Data:
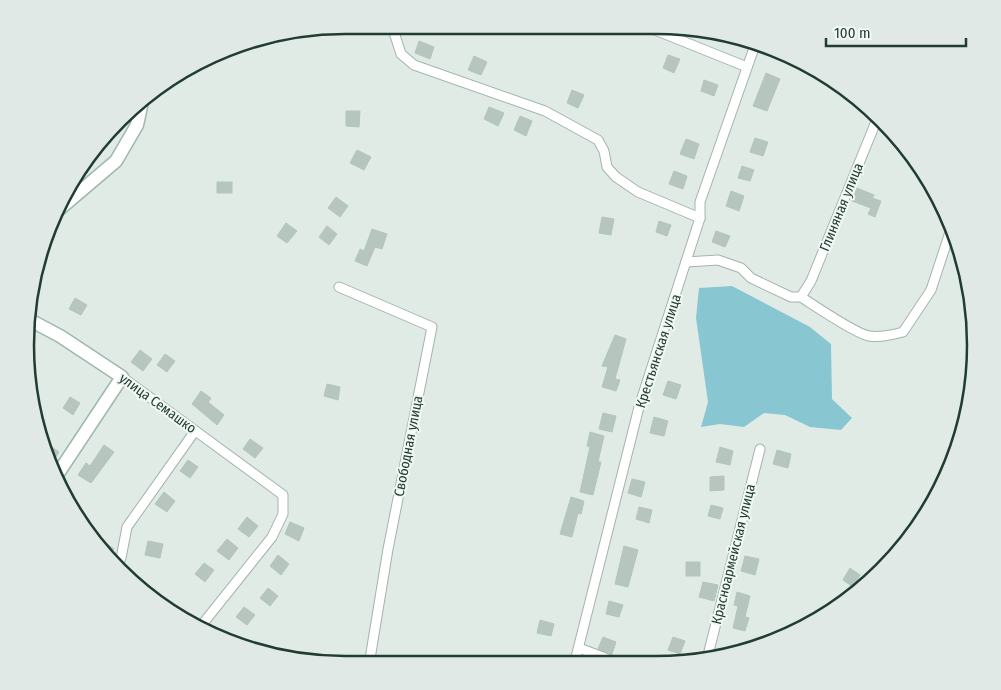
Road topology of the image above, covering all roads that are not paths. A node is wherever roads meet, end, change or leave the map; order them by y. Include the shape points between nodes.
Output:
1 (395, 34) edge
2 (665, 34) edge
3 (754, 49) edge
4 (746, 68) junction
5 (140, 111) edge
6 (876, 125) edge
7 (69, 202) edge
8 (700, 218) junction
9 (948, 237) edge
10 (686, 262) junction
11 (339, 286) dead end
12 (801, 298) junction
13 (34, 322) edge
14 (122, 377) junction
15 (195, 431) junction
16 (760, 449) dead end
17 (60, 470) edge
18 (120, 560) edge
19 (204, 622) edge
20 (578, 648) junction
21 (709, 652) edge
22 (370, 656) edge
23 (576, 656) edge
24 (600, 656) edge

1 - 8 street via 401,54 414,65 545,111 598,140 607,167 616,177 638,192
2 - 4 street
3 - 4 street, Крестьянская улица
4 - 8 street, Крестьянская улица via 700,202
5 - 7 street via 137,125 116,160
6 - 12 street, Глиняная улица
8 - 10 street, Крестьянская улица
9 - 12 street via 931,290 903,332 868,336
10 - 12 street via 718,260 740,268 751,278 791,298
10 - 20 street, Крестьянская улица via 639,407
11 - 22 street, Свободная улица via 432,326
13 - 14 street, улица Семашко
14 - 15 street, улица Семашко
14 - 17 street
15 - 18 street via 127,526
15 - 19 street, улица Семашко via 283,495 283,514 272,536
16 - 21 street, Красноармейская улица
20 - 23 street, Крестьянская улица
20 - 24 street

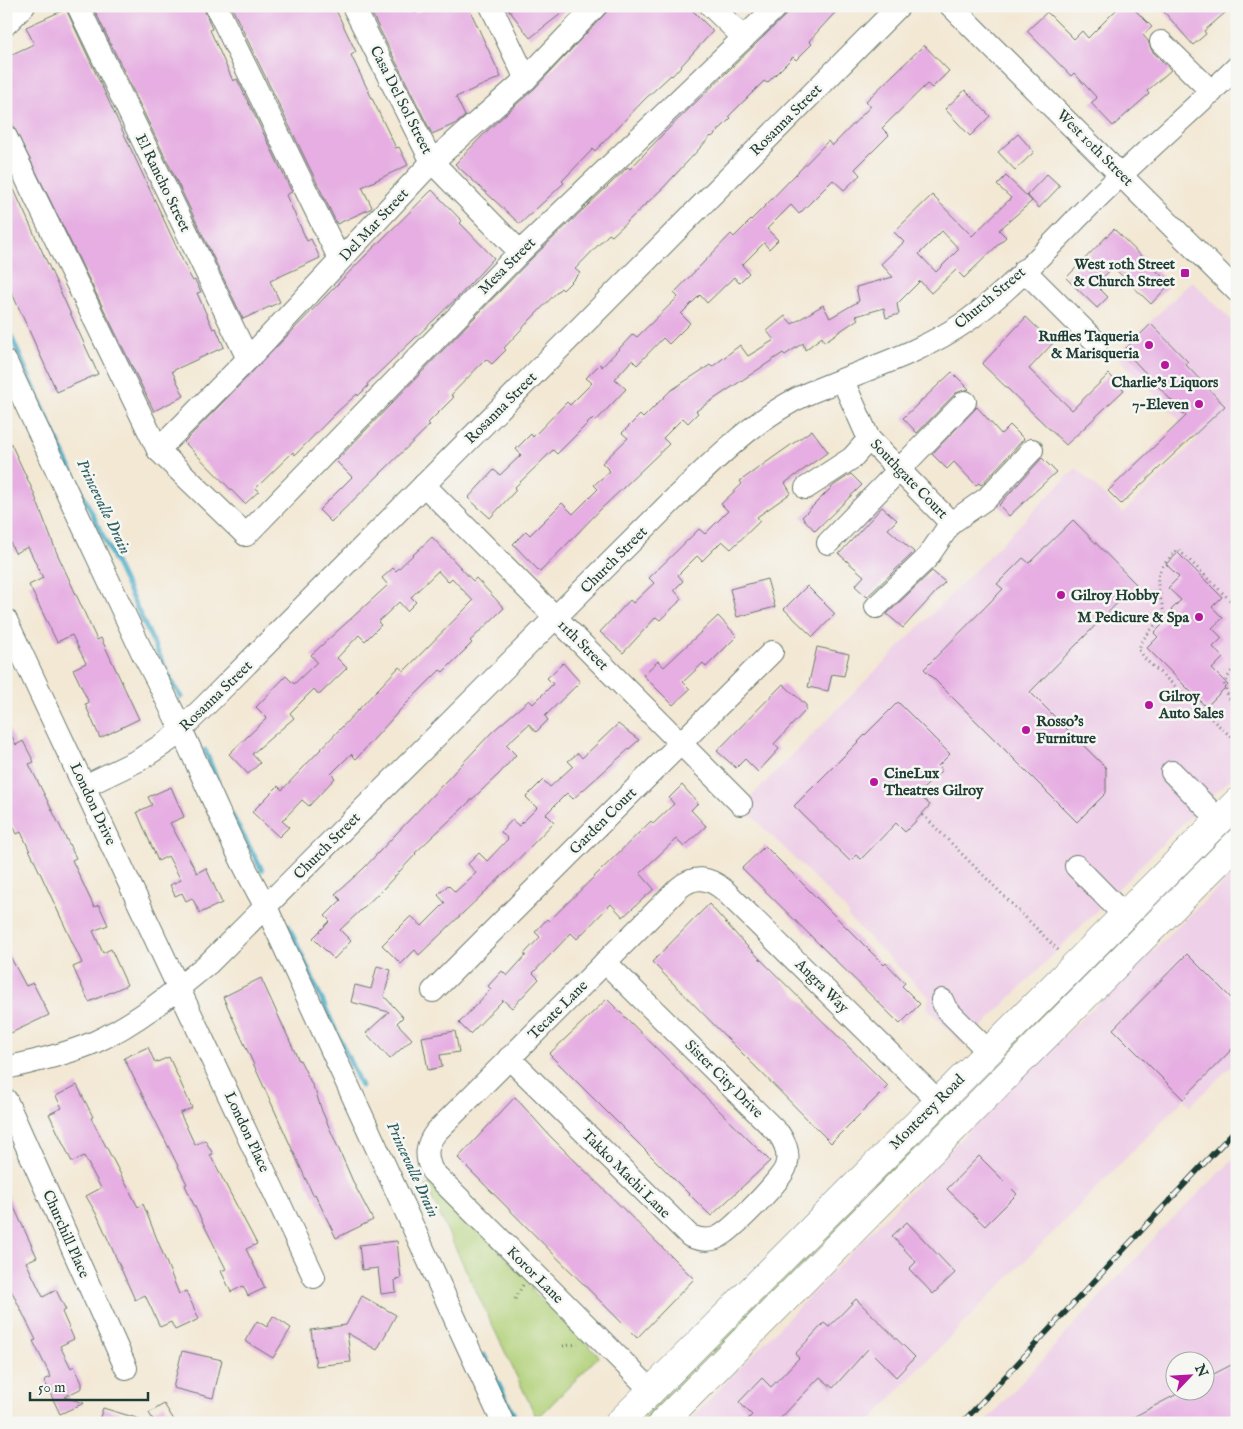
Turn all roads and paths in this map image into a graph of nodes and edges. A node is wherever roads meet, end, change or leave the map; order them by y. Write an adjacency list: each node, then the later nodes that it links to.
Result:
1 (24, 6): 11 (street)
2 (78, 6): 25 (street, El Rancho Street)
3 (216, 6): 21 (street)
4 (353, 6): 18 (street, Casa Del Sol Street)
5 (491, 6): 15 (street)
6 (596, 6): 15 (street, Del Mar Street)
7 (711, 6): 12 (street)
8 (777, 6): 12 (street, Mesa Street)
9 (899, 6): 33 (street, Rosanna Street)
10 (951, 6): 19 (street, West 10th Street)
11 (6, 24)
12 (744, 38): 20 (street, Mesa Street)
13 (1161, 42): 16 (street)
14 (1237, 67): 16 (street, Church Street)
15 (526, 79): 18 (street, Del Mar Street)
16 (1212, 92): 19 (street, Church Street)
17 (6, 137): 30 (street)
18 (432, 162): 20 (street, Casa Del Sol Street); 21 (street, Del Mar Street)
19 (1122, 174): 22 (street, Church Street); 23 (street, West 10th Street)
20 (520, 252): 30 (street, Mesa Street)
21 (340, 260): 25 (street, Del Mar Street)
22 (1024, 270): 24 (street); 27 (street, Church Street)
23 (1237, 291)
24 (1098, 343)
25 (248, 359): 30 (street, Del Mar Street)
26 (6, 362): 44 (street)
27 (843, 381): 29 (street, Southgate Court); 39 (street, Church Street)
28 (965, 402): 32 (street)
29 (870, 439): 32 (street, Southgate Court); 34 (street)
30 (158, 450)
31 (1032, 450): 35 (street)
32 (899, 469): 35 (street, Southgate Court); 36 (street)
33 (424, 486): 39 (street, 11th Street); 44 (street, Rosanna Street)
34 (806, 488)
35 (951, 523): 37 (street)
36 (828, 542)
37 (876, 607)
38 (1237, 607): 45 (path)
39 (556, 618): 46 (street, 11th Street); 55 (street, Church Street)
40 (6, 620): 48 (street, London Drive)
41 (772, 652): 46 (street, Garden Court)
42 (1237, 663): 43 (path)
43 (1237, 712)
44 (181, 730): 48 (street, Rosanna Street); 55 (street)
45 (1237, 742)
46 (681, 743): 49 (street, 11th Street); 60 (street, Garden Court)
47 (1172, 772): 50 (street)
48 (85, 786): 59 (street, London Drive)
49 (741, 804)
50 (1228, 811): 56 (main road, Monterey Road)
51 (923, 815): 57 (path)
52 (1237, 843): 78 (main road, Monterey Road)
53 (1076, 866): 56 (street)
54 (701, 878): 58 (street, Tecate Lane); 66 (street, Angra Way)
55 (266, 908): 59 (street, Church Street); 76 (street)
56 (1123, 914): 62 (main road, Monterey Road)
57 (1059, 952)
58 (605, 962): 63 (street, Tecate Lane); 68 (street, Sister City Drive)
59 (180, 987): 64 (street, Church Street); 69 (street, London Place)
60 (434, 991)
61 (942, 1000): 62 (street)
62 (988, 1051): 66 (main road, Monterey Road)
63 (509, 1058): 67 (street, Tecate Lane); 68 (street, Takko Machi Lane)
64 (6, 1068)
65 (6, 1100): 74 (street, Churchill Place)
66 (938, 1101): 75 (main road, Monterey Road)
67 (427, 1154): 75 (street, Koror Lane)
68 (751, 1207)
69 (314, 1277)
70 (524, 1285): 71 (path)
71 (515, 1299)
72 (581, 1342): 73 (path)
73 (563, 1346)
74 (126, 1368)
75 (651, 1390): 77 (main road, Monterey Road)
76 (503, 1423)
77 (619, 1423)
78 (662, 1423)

* * *

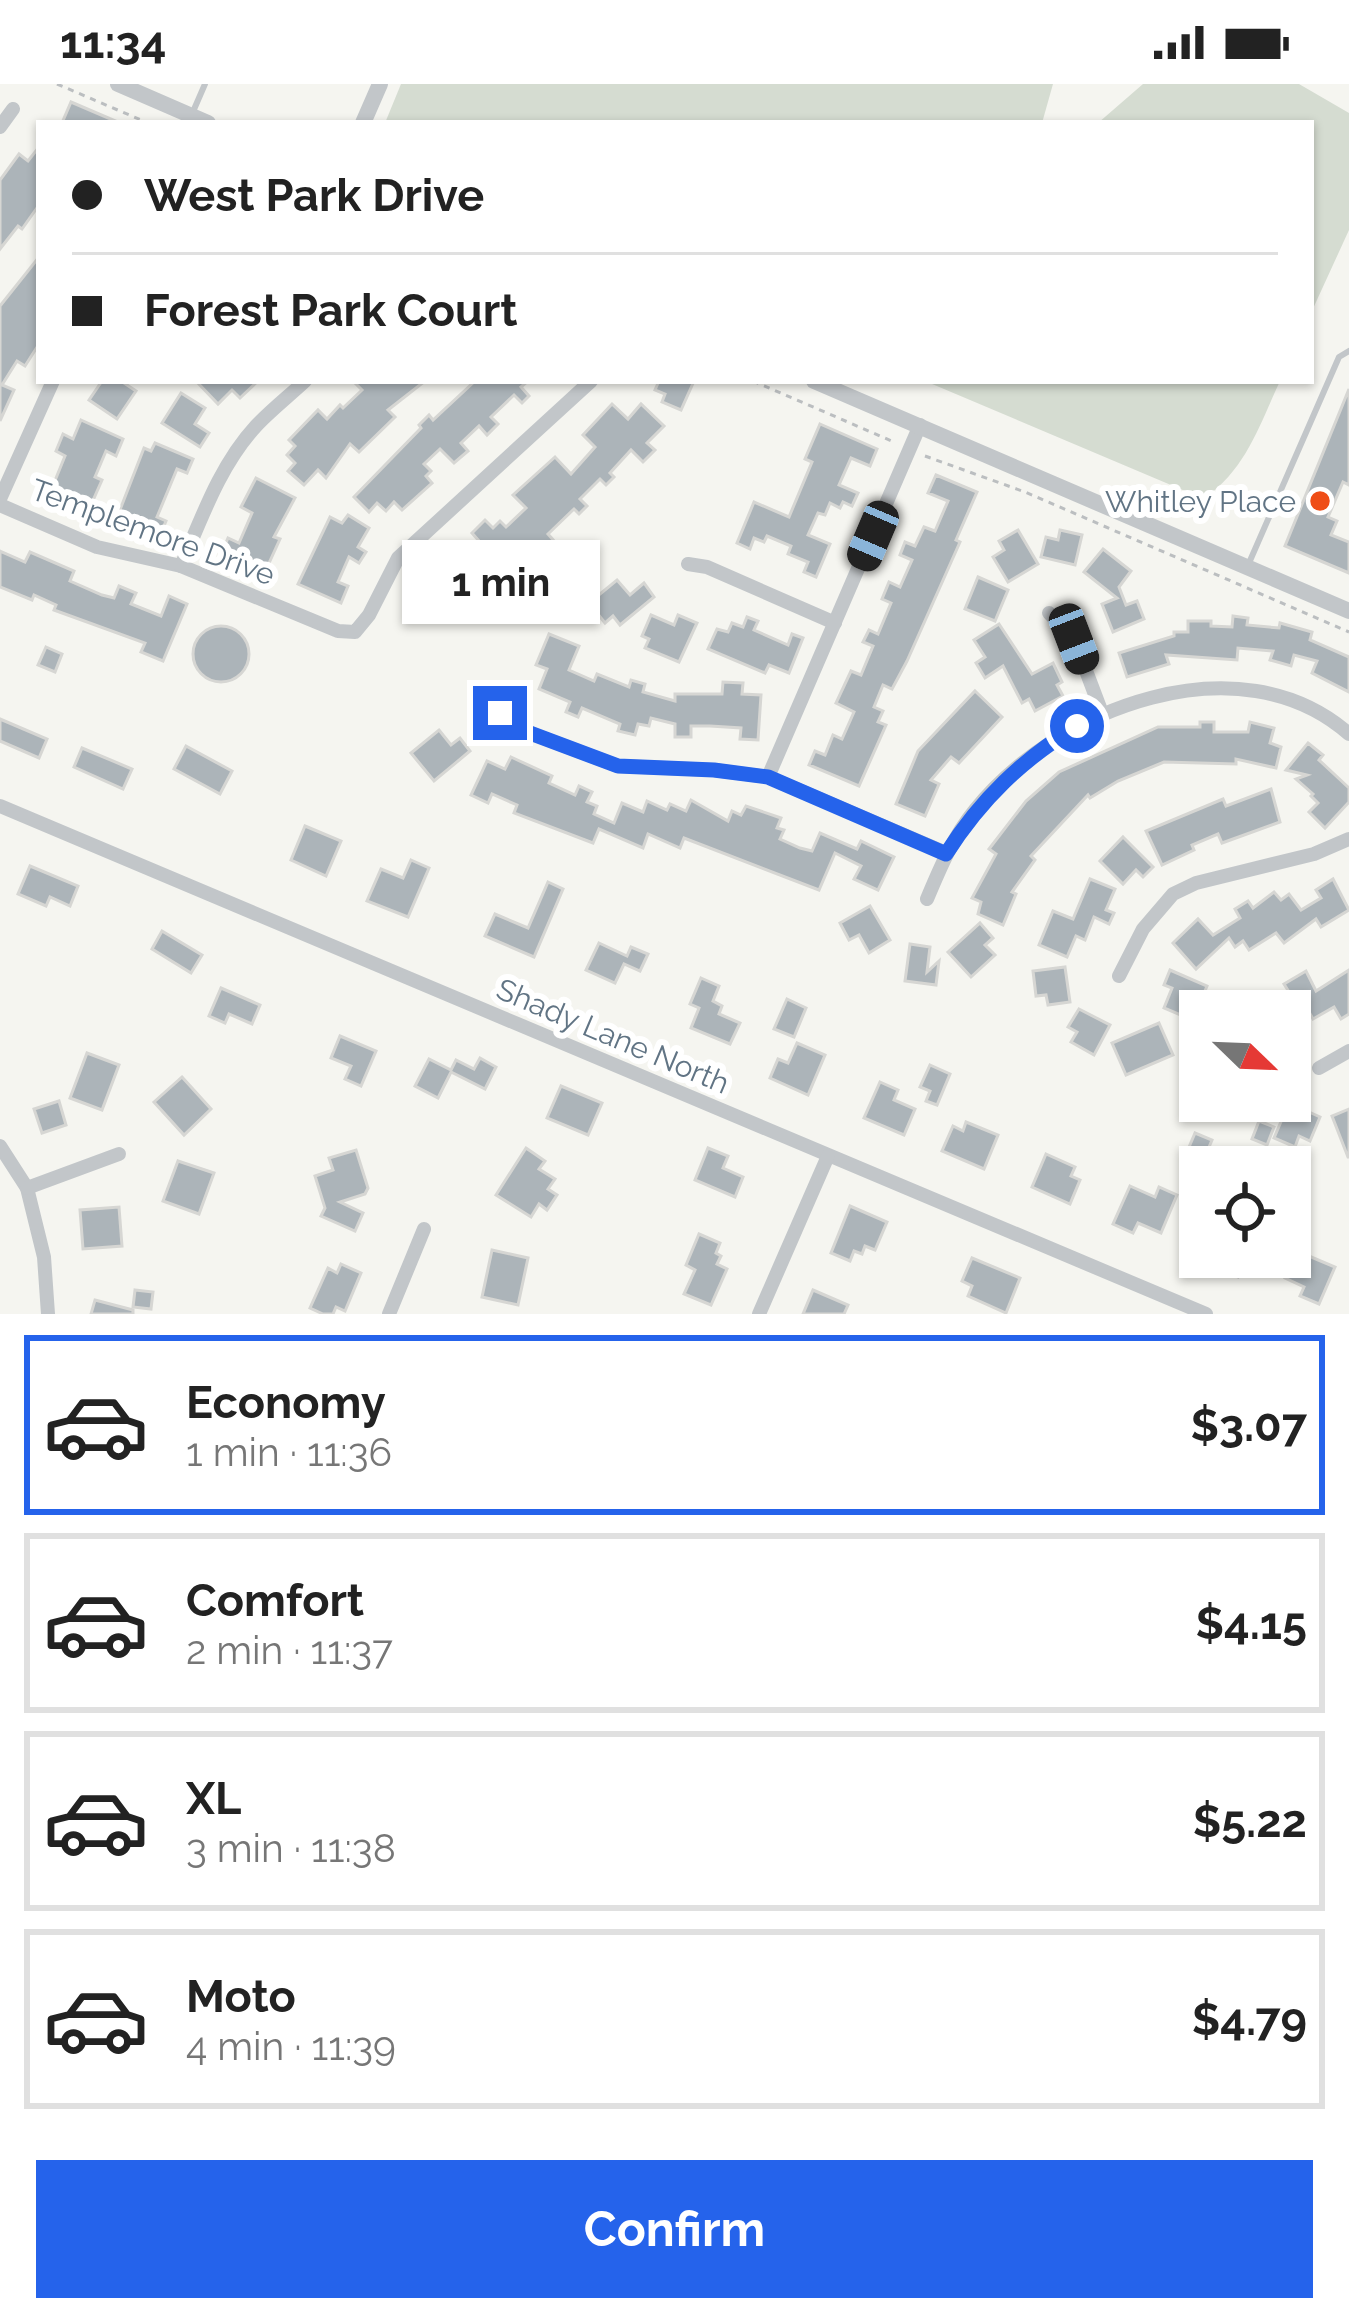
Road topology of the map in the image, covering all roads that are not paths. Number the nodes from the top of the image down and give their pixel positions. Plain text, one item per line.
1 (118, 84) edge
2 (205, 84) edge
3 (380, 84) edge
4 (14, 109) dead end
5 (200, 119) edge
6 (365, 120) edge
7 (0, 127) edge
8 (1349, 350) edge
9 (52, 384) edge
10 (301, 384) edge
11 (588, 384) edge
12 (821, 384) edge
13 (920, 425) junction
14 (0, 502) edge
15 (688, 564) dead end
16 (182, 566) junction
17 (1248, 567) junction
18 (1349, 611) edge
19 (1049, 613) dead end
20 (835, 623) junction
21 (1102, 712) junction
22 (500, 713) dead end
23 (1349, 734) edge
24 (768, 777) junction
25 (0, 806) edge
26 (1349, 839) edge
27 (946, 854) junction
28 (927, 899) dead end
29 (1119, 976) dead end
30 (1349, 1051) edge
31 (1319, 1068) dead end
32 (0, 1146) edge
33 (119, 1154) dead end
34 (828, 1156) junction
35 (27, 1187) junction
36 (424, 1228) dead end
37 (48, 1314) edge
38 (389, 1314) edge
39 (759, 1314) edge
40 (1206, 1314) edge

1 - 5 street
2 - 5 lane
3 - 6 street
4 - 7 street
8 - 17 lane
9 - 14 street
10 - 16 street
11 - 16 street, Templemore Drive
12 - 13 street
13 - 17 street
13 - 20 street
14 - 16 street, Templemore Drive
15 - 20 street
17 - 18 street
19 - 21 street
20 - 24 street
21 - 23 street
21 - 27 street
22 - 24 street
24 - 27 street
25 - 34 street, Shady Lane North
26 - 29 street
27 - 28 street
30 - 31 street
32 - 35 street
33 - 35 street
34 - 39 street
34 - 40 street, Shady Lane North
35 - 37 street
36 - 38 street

Problem to work on: All lines from the listing above that include "Rosanna" should be shown.

Expected output:
9 (899, 6): 33 (street, Rosanna Street)
33 (424, 486): 39 (street, 11th Street); 44 (street, Rosanna Street)
44 (181, 730): 48 (street, Rosanna Street); 55 (street)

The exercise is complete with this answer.